* Data records:
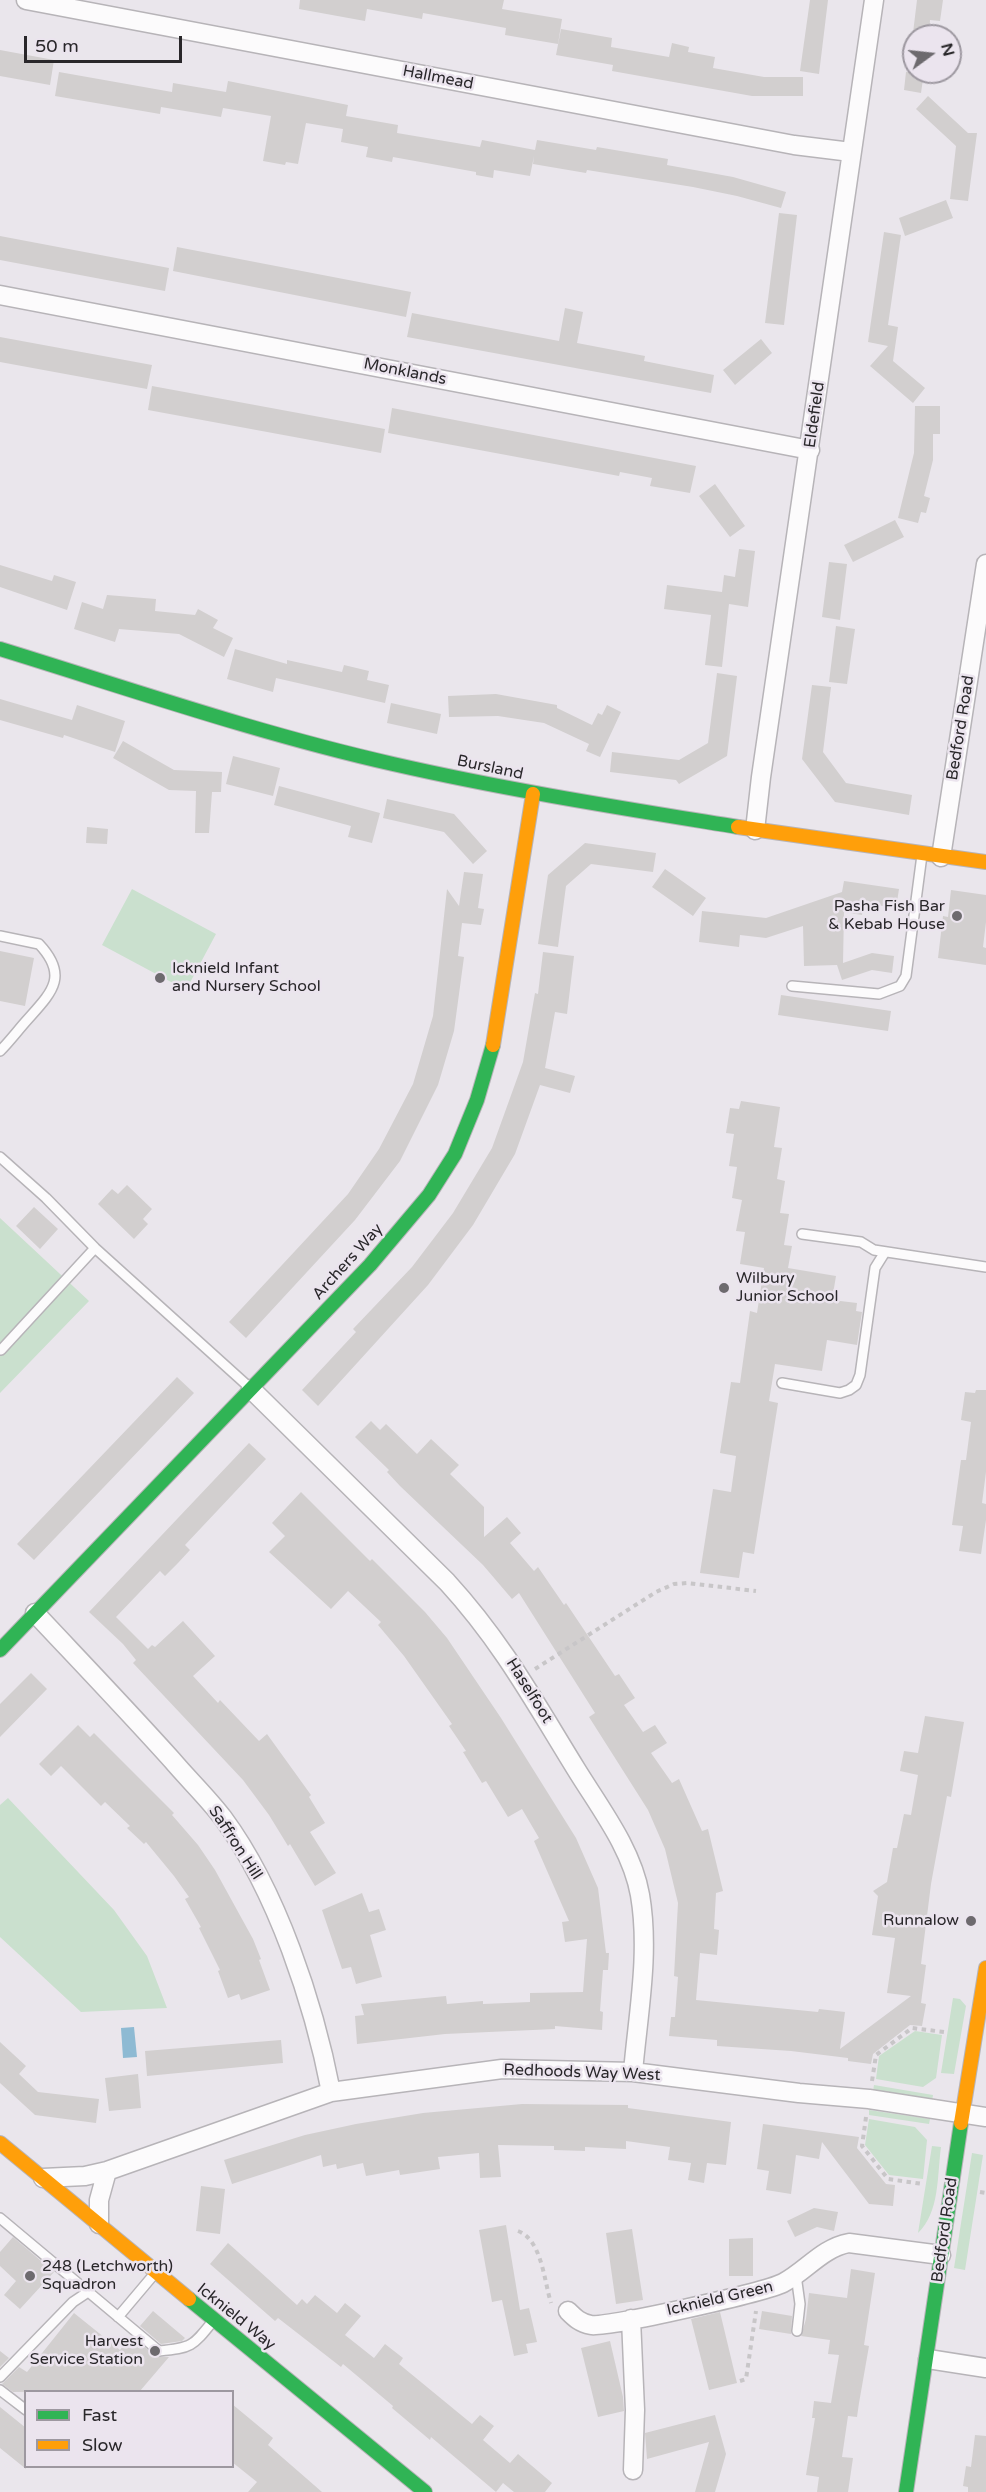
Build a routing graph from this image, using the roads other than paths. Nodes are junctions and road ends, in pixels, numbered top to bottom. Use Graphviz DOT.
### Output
graph roads {
  1 [pos="26,0"];
  2 [pos="874,0"];
  3 [pos="851,152"];
  4 [pos="0,295"];
  5 [pos="810,450"];
  6 [pos="986,564"];
  7 [pos="0,649"];
  8 [pos="533,794"];
  9 [pos="755,831"];
  10 [pos="922,854"];
  11 [pos="941,857"];
  12 [pos="986,862"];
  13 [pos="0,936"];
  14 [pos="792,986"];
  15 [pos="0,1051"];
  16 [pos="0,1157"];
  17 [pos="802,1234"];
  18 [pos="95,1248"];
  19 [pos="885,1252"];
  20 [pos="986,1267"];
  21 [pos="1,1350"];
  22 [pos="782,1383"];
  23 [pos="251,1389"];
  24 [pos="35,1613"];
  25 [pos="0,1650"];
  26 [pos="986,1968"];
  27 [pos="633,2072"];
  28 [pos="331,2092"];
  29 [pos="962,2114"];
  30 [pos="986,2117"];
  31 [pos="0,2143"];
  32 [pos="107,2171"];
  33 [pos="43,2178"];
  34 [pos="0,2218"];
  35 [pos="99,2224"];
  36 [pos="940,2254"];
  37 [pos="156,2272"];
  38 [pos="796,2275"];
  39 [pos="88,2292"];
  40 [pos="568,2311"];
  41 [pos="118,2317"];
  42 [pos="632,2319"];
  43 [pos="214,2320"];
  44 [pos="797,2331"];
  45 [pos="928,2359"];
  46 [pos="986,2368"];
  47 [pos="0,2377"];
  48 [pos="0,2390"];
  49 [pos="24,2408"];
  50 [pos="633,2470"];
  51 [pos="425,2492"];
  52 [pos="906,2492"];
  1 -- 3 [label="street, Hallmead"];
  2 -- 3 [label="street, Eldefield"];
  3 -- 5 [label="street, Eldefield"];
  4 -- 5 [label="street, Monklands"];
  5 -- 9 [label="street, Eldefield"];
  6 -- 11 [label="street, Bedford Road"];
  7 -- 8 [label="street, Bursland"];
  8 -- 9 [label="street, Bursland"];
  8 -- 23 [label="street, Archers Way"];
  9 -- 10 [label="street, Bursland"];
  10 -- 11 [label="street, Bursland"];
  10 -- 14 [label="lane"];
  11 -- 12 [label="street, Bursland"];
  13 -- 15 [label="lane"];
  16 -- 18 [label="lane"];
  17 -- 19 [label="lane"];
  18 -- 21 [label="lane"];
  18 -- 23 [label="lane"];
  19 -- 20 [label="lane"];
  19 -- 22 [label="lane"];
  23 -- 24 [label="street, Archers Way"];
  23 -- 27 [label="street, Haselfoot"];
  24 -- 25 [label="street, Archers Way"];
  24 -- 28 [label="street, Saffron Hill"];
  26 -- 29 [label="street, Bedford Road"];
  27 -- 28 [label="street, Redhoods Way West"];
  27 -- 29 [label="street, Redhoods Way West"];
  28 -- 32 [label="street, Redhoods Way West"];
  29 -- 30 [label="street, Redhoods Way West"];
  29 -- 36 [label="street, Bedford Road"];
  31 -- 33 [label="street, Icknield Way"];
  32 -- 33 [label="street, Redhoods Way West"];
  32 -- 35 [label="street"];
  33 -- 35 [label="street, Icknield Way"];
  34 -- 39 [label="lane"];
  35 -- 37 [label="street, Icknield Way"];
  36 -- 38 [label="street, Icknield Green"];
  36 -- 45 [label="street, Bedford Road"];
  37 -- 41 [label="lane"];
  37 -- 43 [label="street, Icknield Way"];
  38 -- 42 [label="street, Icknield Green"];
  38 -- 44 [label="lane"];
  39 -- 41 [label="lane"];
  39 -- 47 [label="lane"];
  40 -- 42 [label="street, Icknield Green"];
  41 -- 43 [label="lane"];
  42 -- 50 [label="street"];
  43 -- 51 [label="street, Icknield Way"];
  45 -- 46 [label="street"];
  45 -- 52 [label="street, Bedford Road"];
  48 -- 49 [label="lane"];
}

* Requirement: Copy every record above exactly, leaving out any pictures.

* Exercise answer:
Build a routing graph from this image, using the roads other than paths. Nodes are junctions and road ends, in pixels, numbered top to bottom. Use Graphviz DOT.
### Output
graph roads {
  1 [pos="26,0"];
  2 [pos="874,0"];
  3 [pos="851,152"];
  4 [pos="0,295"];
  5 [pos="810,450"];
  6 [pos="986,564"];
  7 [pos="0,649"];
  8 [pos="533,794"];
  9 [pos="755,831"];
  10 [pos="922,854"];
  11 [pos="941,857"];
  12 [pos="986,862"];
  13 [pos="0,936"];
  14 [pos="792,986"];
  15 [pos="0,1051"];
  16 [pos="0,1157"];
  17 [pos="802,1234"];
  18 [pos="95,1248"];
  19 [pos="885,1252"];
  20 [pos="986,1267"];
  21 [pos="1,1350"];
  22 [pos="782,1383"];
  23 [pos="251,1389"];
  24 [pos="35,1613"];
  25 [pos="0,1650"];
  26 [pos="986,1968"];
  27 [pos="633,2072"];
  28 [pos="331,2092"];
  29 [pos="962,2114"];
  30 [pos="986,2117"];
  31 [pos="0,2143"];
  32 [pos="107,2171"];
  33 [pos="43,2178"];
  34 [pos="0,2218"];
  35 [pos="99,2224"];
  36 [pos="940,2254"];
  37 [pos="156,2272"];
  38 [pos="796,2275"];
  39 [pos="88,2292"];
  40 [pos="568,2311"];
  41 [pos="118,2317"];
  42 [pos="632,2319"];
  43 [pos="214,2320"];
  44 [pos="797,2331"];
  45 [pos="928,2359"];
  46 [pos="986,2368"];
  47 [pos="0,2377"];
  48 [pos="0,2390"];
  49 [pos="24,2408"];
  50 [pos="633,2470"];
  51 [pos="425,2492"];
  52 [pos="906,2492"];
  1 -- 3 [label="street, Hallmead"];
  2 -- 3 [label="street, Eldefield"];
  3 -- 5 [label="street, Eldefield"];
  4 -- 5 [label="street, Monklands"];
  5 -- 9 [label="street, Eldefield"];
  6 -- 11 [label="street, Bedford Road"];
  7 -- 8 [label="street, Bursland"];
  8 -- 9 [label="street, Bursland"];
  8 -- 23 [label="street, Archers Way"];
  9 -- 10 [label="street, Bursland"];
  10 -- 11 [label="street, Bursland"];
  10 -- 14 [label="lane"];
  11 -- 12 [label="street, Bursland"];
  13 -- 15 [label="lane"];
  16 -- 18 [label="lane"];
  17 -- 19 [label="lane"];
  18 -- 21 [label="lane"];
  18 -- 23 [label="lane"];
  19 -- 20 [label="lane"];
  19 -- 22 [label="lane"];
  23 -- 24 [label="street, Archers Way"];
  23 -- 27 [label="street, Haselfoot"];
  24 -- 25 [label="street, Archers Way"];
  24 -- 28 [label="street, Saffron Hill"];
  26 -- 29 [label="street, Bedford Road"];
  27 -- 28 [label="street, Redhoods Way West"];
  27 -- 29 [label="street, Redhoods Way West"];
  28 -- 32 [label="street, Redhoods Way West"];
  29 -- 30 [label="street, Redhoods Way West"];
  29 -- 36 [label="street, Bedford Road"];
  31 -- 33 [label="street, Icknield Way"];
  32 -- 33 [label="street, Redhoods Way West"];
  32 -- 35 [label="street"];
  33 -- 35 [label="street, Icknield Way"];
  34 -- 39 [label="lane"];
  35 -- 37 [label="street, Icknield Way"];
  36 -- 38 [label="street, Icknield Green"];
  36 -- 45 [label="street, Bedford Road"];
  37 -- 41 [label="lane"];
  37 -- 43 [label="street, Icknield Way"];
  38 -- 42 [label="street, Icknield Green"];
  38 -- 44 [label="lane"];
  39 -- 41 [label="lane"];
  39 -- 47 [label="lane"];
  40 -- 42 [label="street, Icknield Green"];
  41 -- 43 [label="lane"];
  42 -- 50 [label="street"];
  43 -- 51 [label="street, Icknield Way"];
  45 -- 46 [label="street"];
  45 -- 52 [label="street, Bedford Road"];
  48 -- 49 [label="lane"];
}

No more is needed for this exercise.